The spokesman added that the country’s authorities were unable to reach the ship via communication channels.
“After analysing the information by the coordination centre with the aim to provide any necessary assistance… [the ship] shut off its tracking system without responding to the centre’s calls”, it said.
The border guards further stated that Riyadh reaffirms its “commitment to the security and safety of maritime navigation” in the region.
The Iranian oil tanker, the Sabiti, suffered two attacks in the Red Sea, just 100 kilometres from the Saudi port of Jeddah. The vessel’s owner, the National Iranian Oil Company (NIOC), denied earlier reports of the missiles allegedly being fired by the Saudis. The consequences of the attack were limited, with the vessel embarking towards the Iranian island of Larak using its engine, according to Refinitiv shipping data. The CEO of the NIOC later stated that the ship will reach Iran’s waters within a week.

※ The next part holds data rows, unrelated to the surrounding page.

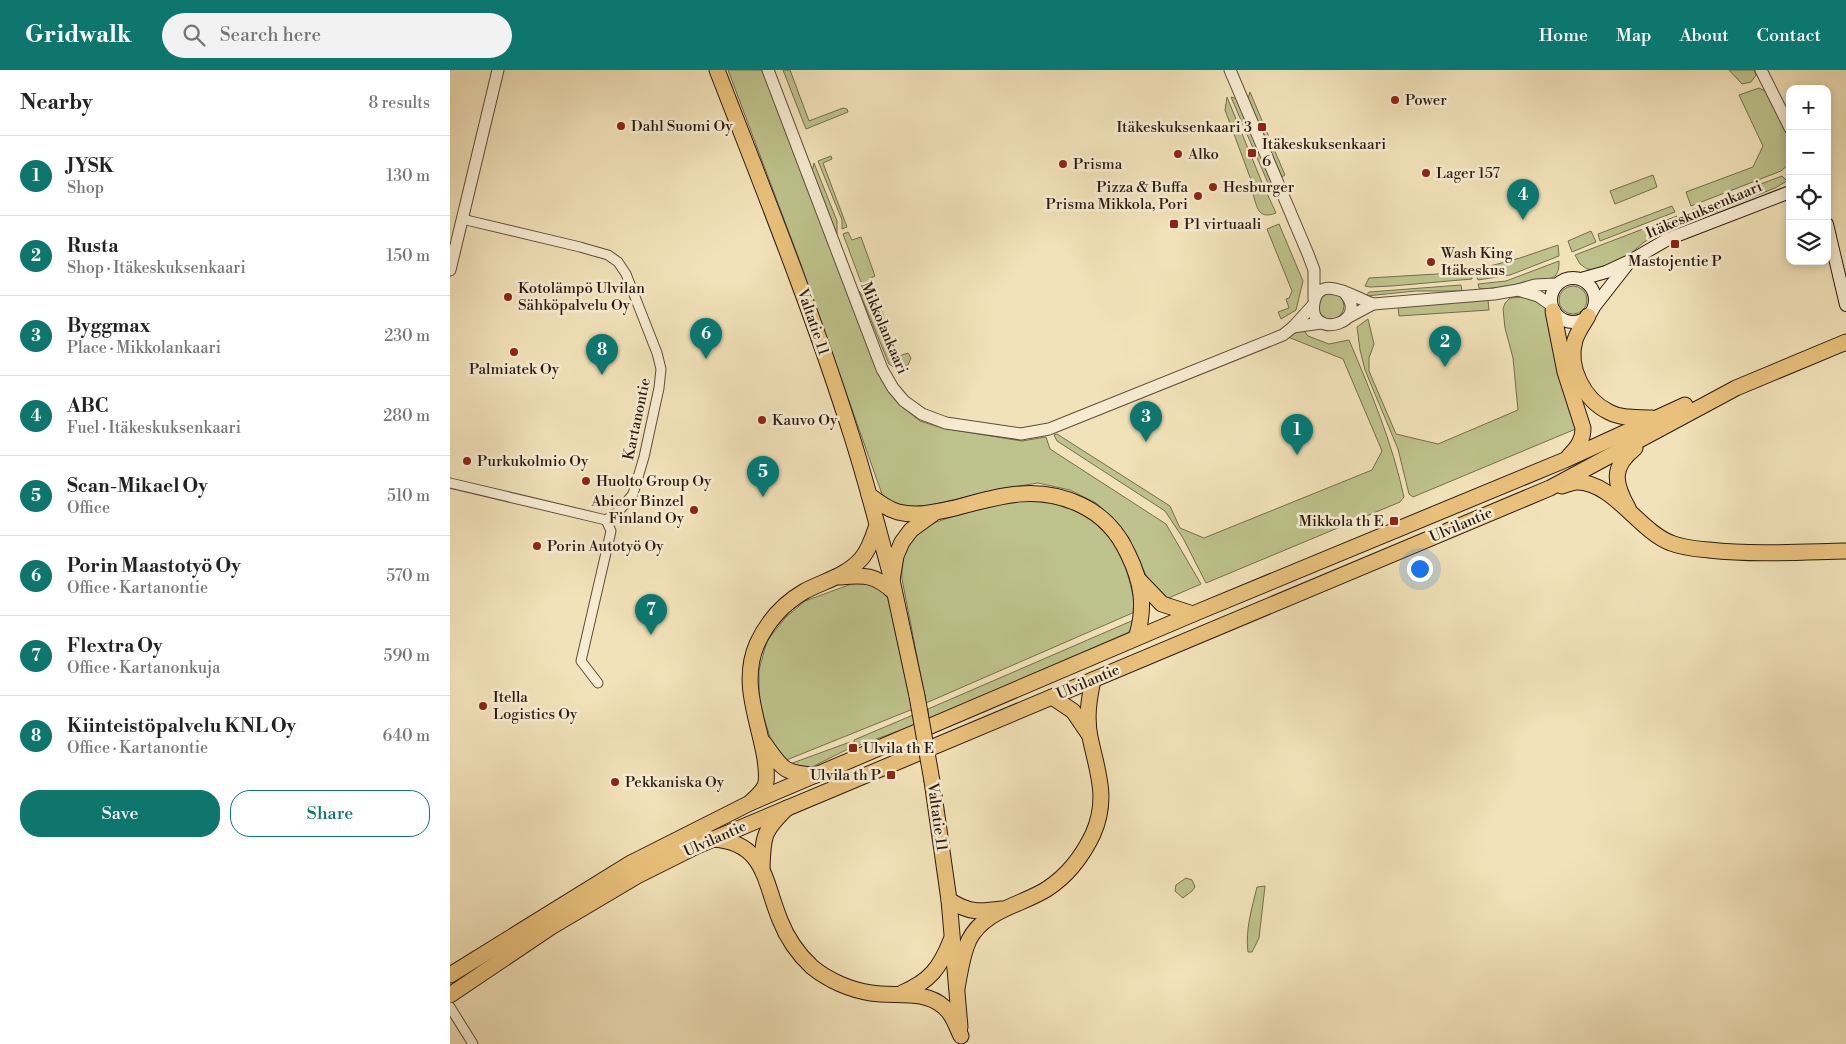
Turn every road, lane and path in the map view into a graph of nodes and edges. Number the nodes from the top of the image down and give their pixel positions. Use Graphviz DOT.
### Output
graph roads {
  1 [pos="498,70"];
  2 [pos="717,70"];
  3 [pos="768,70"];
  4 [pos="1230,70"];
  5 [pos="1761,70"];
  6 [pos="1786,120"];
  7 [pos="1786,194"];
  8 [pos="462,219"];
  9 [pos="1831,241"];
  10 [pos="1632,260"];
  11 [pos="450,270"];
  12 [pos="1314,270"];
  13 [pos="1581,279"];
  14 [pos="1557,284"];
  15 [pos="1338,289"];
  16 [pos="1518,290"];
  17 [pos="1314,302"];
  18 [pos="1373,304"];
  19 [pos="1846,305"];
  20 [pos="1552,308"];
  21 [pos="1591,312"];
  22 [pos="1347,318"];
  23 [pos="1321,323"];
  24 [pos="1293,327"];
  25 [pos="1846,342"];
  26 [pos="1655,425"];
  27 [pos="1565,460"];
  28 [pos="450,483"];
  29 [pos="1550,488"];
  30 [pos="869,495"];
  31 [pos="1630,512"];
  32 [pos="933,514"];
  33 [pos="606,520"];
  34 [pos="877,525"];
  35 [pos="1846,550"];
  36 [pos="836,577"];
  37 [pos="1138,579"];
  38 [pos="893,586"];
  39 [pos="1193,614"];
  40 [pos="1136,638"];
  41 [pos="1093,680"];
  42 [pos="598,683"];
  43 [pos="1052,697"];
  44 [pos="1090,736"];
  45 [pos="762,739"];
  46 [pos="816,775"];
  47 [pos="750,803"];
  48 [pos="787,808"];
  49 [pos="714,839"];
  50 [pos="762,869"];
  51 [pos="949,900"];
  52 [pos="1004,909"];
  53 [pos="953,937"];
  54 [pos="450,975"];
  55 [pos="957,988"];
  56 [pos="902,993"];
  57 [pos="450,994"];
  58 [pos="450,1007"];
  59 [pos="961,1040"];
  60 [pos="473,1044"];
  1 -- 8 [label="street"];
  2 -- 30 [label="main road, Valtatie 11"];
  3 -- 24 [label="street, Mikkolankaari"];
  4 -- 12 [label="street"];
  5 -- 6 [label="street"];
  7 -- 10 [label="main road, Itäkeskuksenkaari"];
  8 -- 11 [label="street"];
  8 -- 33 [label="street, Kartanontie"];
  9 -- 19 [label="main road"];
  10 -- 13 [label="main road, Itäkeskuksenkaari"];
  10 -- 21 [label="main road, Itäkeskuksenkaari"];
  12 -- 15 [label="street"];
  12 -- 17 [label="street"];
  13 -- 14 [label="main road"];
  13 -- 21 [label="main road"];
  14 -- 16 [label="street"];
  14 -- 20 [label="main road"];
  15 -- 17 [label="street"];
  15 -- 18 [label="street"];
  15 -- 22 [label="street"];
  16 -- 18 [label="street"];
  16 -- 20 [label="street"];
  17 -- 23 [label="street"];
  17 -- 24 [label="street, Mikkolankaari"];
  18 -- 22 [label="street"];
  20 -- 21 [label="main road"];
  20 -- 27 [label="main road"];
  21 -- 26 [label="main road"];
  22 -- 23 [label="street"];
  23 -- 24 [label="street, Mikkolankaari"];
  25 -- 26 [label="main road, Ulvilantie"];
  26 -- 27 [label="main road, Ulvilantie"];
  26 -- 29 [label="main road, Ulvilantie"];
  26 -- 31 [label="main road"];
  27 -- 39 [label="main road, Ulvilantie"];
  28 -- 33 [label="street"];
  29 -- 31 [label="main road"];
  29 -- 41 [label="main road, Ulvilantie"];
  30 -- 32 [label="main road"];
  30 -- 34 [label="main road, Valtatie 11"];
  31 -- 35 [label="main road"];
  32 -- 37 [label="main road"];
  32 -- 38 [label="main road"];
  33 -- 42 [label="street"];
  34 -- 36 [label="main road"];
  34 -- 38 [label="main road, Valtatie 11"];
  36 -- 38 [label="main road"];
  36 -- 45 [label="main road"];
  37 -- 39 [label="main road"];
  37 -- 40 [label="main road"];
  38 -- 51 [label="main road, Valtatie 11, bridge"];
  39 -- 40 [label="main road, Ulvilantie"];
  40 -- 46 [label="main road, Ulvilantie"];
  41 -- 43 [label="main road, Ulvilantie"];
  41 -- 44 [label="main road"];
  43 -- 44 [label="main road"];
  43 -- 48 [label="main road, Ulvilantie"];
  44 -- 52 [label="main road"];
  45 -- 46 [label="main road"];
  45 -- 47 [label="main road"];
  46 -- 47 [label="main road, Ulvilantie"];
  47 -- 54 [label="main road, Ulvilantie"];
  48 -- 49 [label="main road, Ulvilantie"];
  48 -- 50 [label="main road"];
  49 -- 50 [label="main road"];
  49 -- 57 [label="main road, Ulvilantie"];
  50 -- 56 [label="main road"];
  51 -- 52 [label="main road"];
  51 -- 53 [label="main road, Valtatie 11"];
  52 -- 55 [label="main road"];
  53 -- 55 [label="main road, Valtatie 11"];
  53 -- 56 [label="main road"];
  55 -- 59 [label="main road, Valtatie 11"];
  56 -- 59 [label="main road"];
  58 -- 60 [label="street"];
}
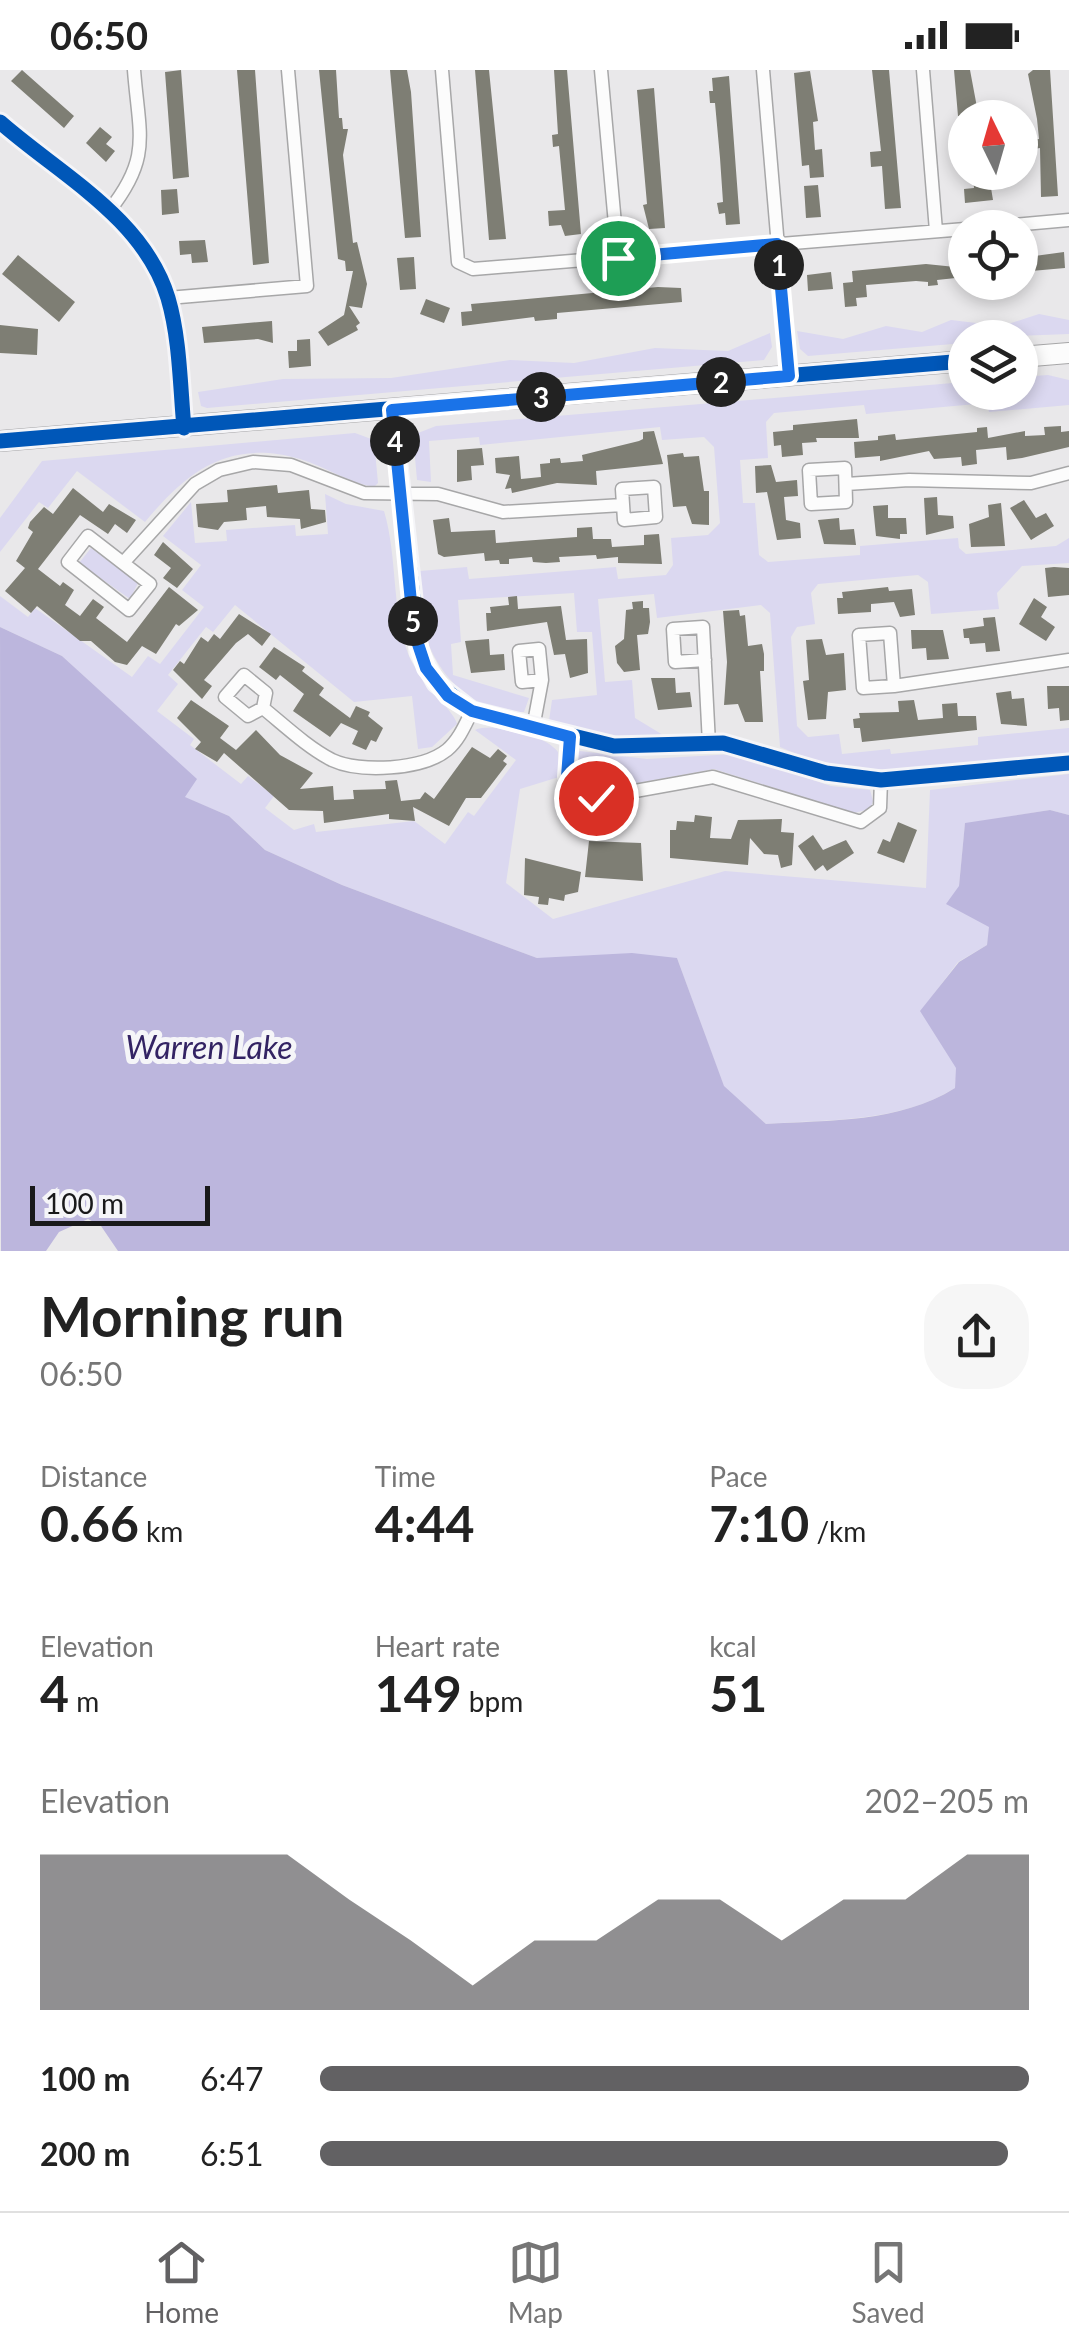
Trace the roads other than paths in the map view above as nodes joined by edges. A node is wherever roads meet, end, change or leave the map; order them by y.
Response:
1 (134, 70) edge
2 (288, 70) edge
3 (442, 70) edge
4 (601, 70) edge
5 (763, 70) edge
6 (923, 70) edge
7 (0, 122) edge
8 (108, 210) junction
9 (1069, 220) edge
10 (1038, 223) edge
11 (948, 230) edge
12 (936, 231) junction
13 (777, 244) junction
14 (618, 258) junction
15 (168, 298) junction
16 (1069, 352) edge
17 (1038, 355) edge
18 (948, 363) edge
19 (789, 376) junction
20 (392, 410) junction
21 (184, 428) junction
22 (0, 440) edge
23 (1069, 474) edge
24 (846, 484) dead end
25 (401, 495) junction
26 (623, 505) dead end
27 (123, 563) junction
28 (705, 660) dead end
29 (1069, 660) edge
30 (542, 680) dead end
31 (894, 686) junction
32 (263, 708) dead end
33 (472, 711) junction
34 (533, 728) junction
35 (570, 737) junction
36 (709, 744) junction
37 (1069, 764) edge
38 (881, 780) junction

1 - 8 street
2 - 15 street
3 - 14 street
4 - 14 street
5 - 13 street
6 - 12 street
7 - 8 street
8 - 15 street
9 - 10 street
11 - 12 street
12 - 13 street
13 - 14 street
13 - 19 street
15 - 21 street
16 - 17 main road
18 - 19 main road
19 - 20 main road
20 - 21 main road
20 - 25 street
21 - 22 main road
23 - 24 street
25 - 26 street
25 - 27 street
25 - 33 street
27 - 27 street
28 - 36 street
29 - 31 street
30 - 34 street
31 - 31 street
32 - 33 street
33 - 34 street
34 - 35 street
35 - 36 street
35 - 38 street
36 - 38 street
37 - 38 street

Iranian government spokesman Ali Rabei said on 12 October that Tehran will give an “appropriate response to this cowardly attack”, but will not make “haste”, taking time to examine the incident carefully in order to determine the culprit behind it.
This is not the first time that oil tankers are attacked in the region. On two separate occasions, vessels from Saudi Arabia, the UAE, and Norway have been damaged by unknown perpetrators, leaving them crippled. The UAE conducted an investigation into one of the incidents and determined that a “state actor” was likely behind it, but failed to determine which country.